My Own Personal Hell
I’m a clicker. I click things off as soon as my eyes have witnessed its existence. Texts, Facebook messages, emails, everything gets clicked whether I can tell from my phone’s preview it is a simple ‘K’ or a spam message that somehow snuck into my primary account. There are certain exceptions-Social and Promotions in Gmail get a pass, because that’s mostly junk mail and coupons. I also have a secret email account for more junk mail and coupons that I’ve started to let slide, but that’s about it.

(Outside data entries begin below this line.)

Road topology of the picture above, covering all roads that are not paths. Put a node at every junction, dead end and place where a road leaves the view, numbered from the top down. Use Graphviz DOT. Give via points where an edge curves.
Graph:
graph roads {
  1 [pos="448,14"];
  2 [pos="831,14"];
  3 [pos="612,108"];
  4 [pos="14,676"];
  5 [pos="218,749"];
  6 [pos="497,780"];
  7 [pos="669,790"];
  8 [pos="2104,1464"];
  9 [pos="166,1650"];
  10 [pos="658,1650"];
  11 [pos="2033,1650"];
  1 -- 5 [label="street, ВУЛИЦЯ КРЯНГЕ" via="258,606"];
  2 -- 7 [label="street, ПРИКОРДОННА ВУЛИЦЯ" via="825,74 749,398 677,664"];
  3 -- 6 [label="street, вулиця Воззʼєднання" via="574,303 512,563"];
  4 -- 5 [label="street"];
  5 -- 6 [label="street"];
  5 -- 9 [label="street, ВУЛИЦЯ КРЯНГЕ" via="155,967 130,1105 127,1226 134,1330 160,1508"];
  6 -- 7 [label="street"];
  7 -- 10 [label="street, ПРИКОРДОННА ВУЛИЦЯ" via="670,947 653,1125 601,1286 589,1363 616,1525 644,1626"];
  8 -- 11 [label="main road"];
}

It’s usually not a problem, and I don’t let it effect my personal life. Although it irks me to see friends’ phones with millions of notifications going unanswered, I choose to not let it disturb our friendship and carry on bravely. No one has even known my notification OCD until today, when Spotify has exposed me for the freak that I am, and has decided to single-handedly crush my soul with this:
It’s a notification from Spotify, alerting me that it wants to tell me something. But when I go in to see what it could be, I get this:
This sickening, spinning wheel of uncertainty. It’s been churning for minutes, spinning and spinning with no solution. And until I pass through this portal of agony, I am left in purgatory to wait to check off that yes, I have in fact viewed my notification, elating with joy in the triumph of being able to click it off.
Until then I wait. If I ever do go to hell, this will be it. Unless- I am already there.